[Discuss] Running graphs when ops aren't supported

@FrozenGene how do you propose doing automatic graph partitioning? Would this also require the user to manually stitch the graphs together?

@jonso Graph partition is another story, which also can not solve IoT devices problem I said before. But if we use graph partition to support unsupported ops, one way is we could recognize TVM supported ops in our frontend, others ops could be named as one special op kind like tf_op. Then when we in relay, we will do graph partition. tf_op is one subgraph executed by tensorflow(when TVM see this op, we will skip and doesn’t compile), other ops will be compiled and executed by TVM. This doesn’t require users manually do anything but require some logic in relay partition and runtime part.

I definitely agree with the idea, I’m just concerned about implementation. For example, say we have a simple graph, A -> B -> C. A and C are supported by Relay, B is not. We can easily compile A, then mark B to be run as a subgraph in the native runtime. However, to compile C, we have to explicitly modify the incoming graph to change B into a placeholder.

This gets more complicated when you have nodes that aren’t directly connected, but are still needed. For example, say we have the graph A -> B -> C, but C actually takes both A and B as input. Here, A is called a “passthrough” input. We will have to parse the graph to understand that we have to create a new placeholder, A, to pass to C.

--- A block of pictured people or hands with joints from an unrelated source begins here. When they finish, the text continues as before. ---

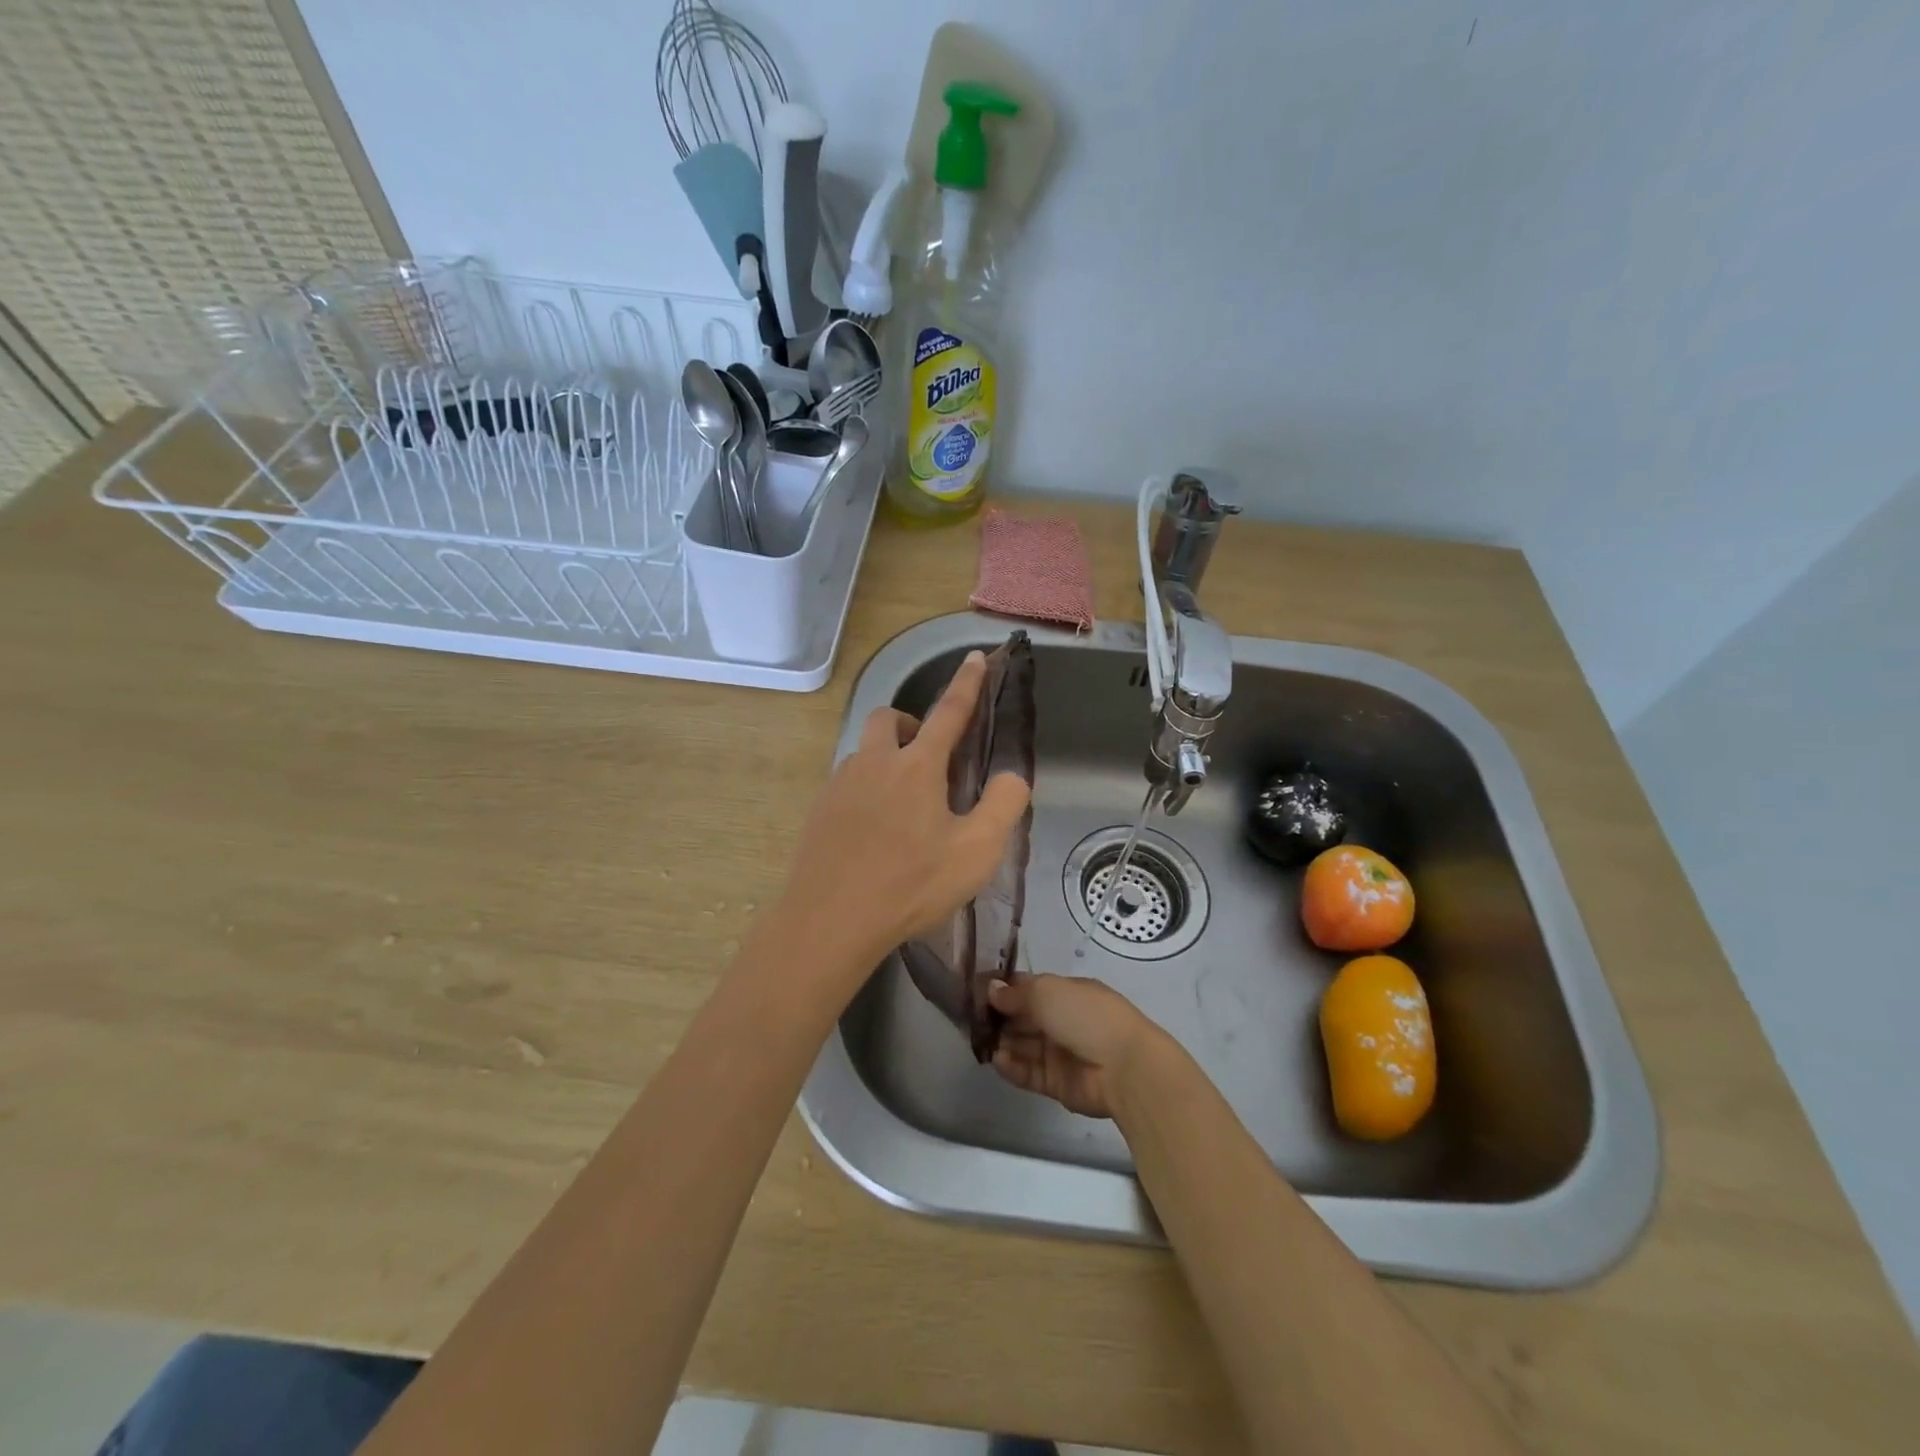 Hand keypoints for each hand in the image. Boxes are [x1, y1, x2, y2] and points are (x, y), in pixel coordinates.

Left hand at [773, 650, 1030, 987]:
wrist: (830, 920)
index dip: (967, 684)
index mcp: (917, 766)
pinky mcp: (818, 811)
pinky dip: (866, 791)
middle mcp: (874, 763)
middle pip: (889, 719)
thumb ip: (1003, 806)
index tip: (976, 657)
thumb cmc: (910, 885)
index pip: (948, 712)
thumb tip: (1010, 777)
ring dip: (887, 761)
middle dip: (911, 726)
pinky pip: (846, 783)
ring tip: (904, 808)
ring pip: (865, 752)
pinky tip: (874, 833)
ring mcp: (839, 785)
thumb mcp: (976, 852)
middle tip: (929, 762)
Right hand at [988, 974, 1167, 1119]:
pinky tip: (997, 1060)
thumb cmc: (1086, 1016)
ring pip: (1023, 1045)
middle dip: (998, 1017)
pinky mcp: (1057, 1083)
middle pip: (1023, 1018)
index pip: (1029, 988)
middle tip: (970, 1019)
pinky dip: (1012, 1067)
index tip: (976, 991)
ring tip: (979, 1041)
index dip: (1004, 989)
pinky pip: (1029, 1072)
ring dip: (1002, 1042)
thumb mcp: (1047, 992)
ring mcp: (1060, 1053)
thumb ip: (1016, 993)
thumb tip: (991, 989)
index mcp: (1066, 993)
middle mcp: (1062, 1020)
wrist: (1124, 1067)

Extend this to a graph like A -> B -> C -> D -> E, where A, C, and E are executed on TVM, but B and D are executed on TF. E takes A, B, and D as input. IMO this graph parsing and reconstruction is quite complex.

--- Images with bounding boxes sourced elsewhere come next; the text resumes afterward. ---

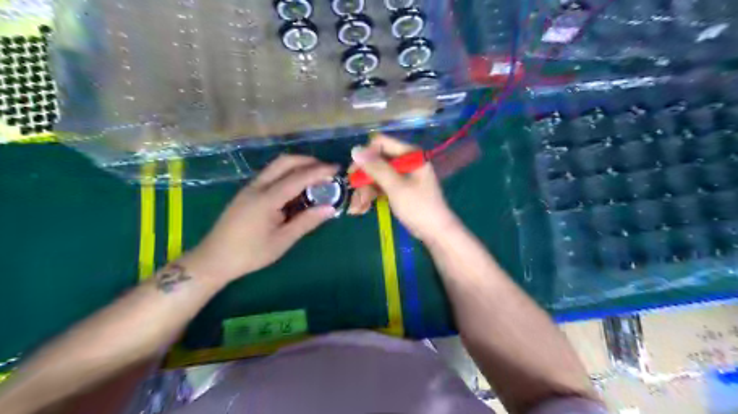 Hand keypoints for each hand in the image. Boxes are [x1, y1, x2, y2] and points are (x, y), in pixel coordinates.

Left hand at [182, 155, 337, 284]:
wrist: (214, 259)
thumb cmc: (250, 253)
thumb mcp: (282, 240)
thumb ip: (306, 222)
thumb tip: (330, 208)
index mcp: (267, 199)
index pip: (297, 177)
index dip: (319, 171)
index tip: (336, 169)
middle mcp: (257, 187)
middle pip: (284, 162)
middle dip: (307, 161)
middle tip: (326, 170)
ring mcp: (249, 188)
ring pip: (276, 166)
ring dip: (297, 166)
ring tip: (315, 177)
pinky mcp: (246, 193)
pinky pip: (270, 175)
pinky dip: (287, 174)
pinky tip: (296, 189)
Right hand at [349, 134, 459, 242]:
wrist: (435, 232)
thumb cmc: (419, 207)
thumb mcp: (396, 187)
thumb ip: (376, 168)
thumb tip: (355, 150)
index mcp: (409, 154)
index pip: (380, 144)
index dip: (365, 156)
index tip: (354, 173)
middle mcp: (404, 161)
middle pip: (375, 162)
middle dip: (363, 180)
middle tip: (353, 195)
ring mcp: (401, 176)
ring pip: (375, 177)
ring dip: (364, 191)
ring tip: (357, 209)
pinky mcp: (398, 188)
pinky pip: (380, 187)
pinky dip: (371, 197)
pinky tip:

@tqchen do you have any thoughts here?

@jonso You are correct. Graph partition is key part here. MXNet community has one good proposal we could refer: https://cwiki.apache.org/confluence/display/MXNET/Unified+integration+with+external+backend+libraries

Thanks for linking that, it’s a really interesting doc. Their implementation actually seems more similar to my original implementation + an IR pass to fuse consecutive nodes on TF into one subgraph.

On an IoT device, how will the TF subgraph be executed? Who will be orchestrating the subgraph execution?

Great discussions. I think we need to approach the problem in two perspectives:

  • How are these additional runtime presented, stored and linked with existing tvm runtimes.
  • How do we build compiler to compile to these runtimes.

Here is an example code to demonstrate proposed flow(in python API, API is up to discussion):


mod = frontend.from_tensorflow(xxx)

# split out tf related functions into sub functions
mod = relay.transform.SplitTensorFlowFallbacks()(mod)
# collect all related customized compilation functions into a new module
mod_tf = relay.transform.ExtractCustomCompilation("tensorflow")(mod)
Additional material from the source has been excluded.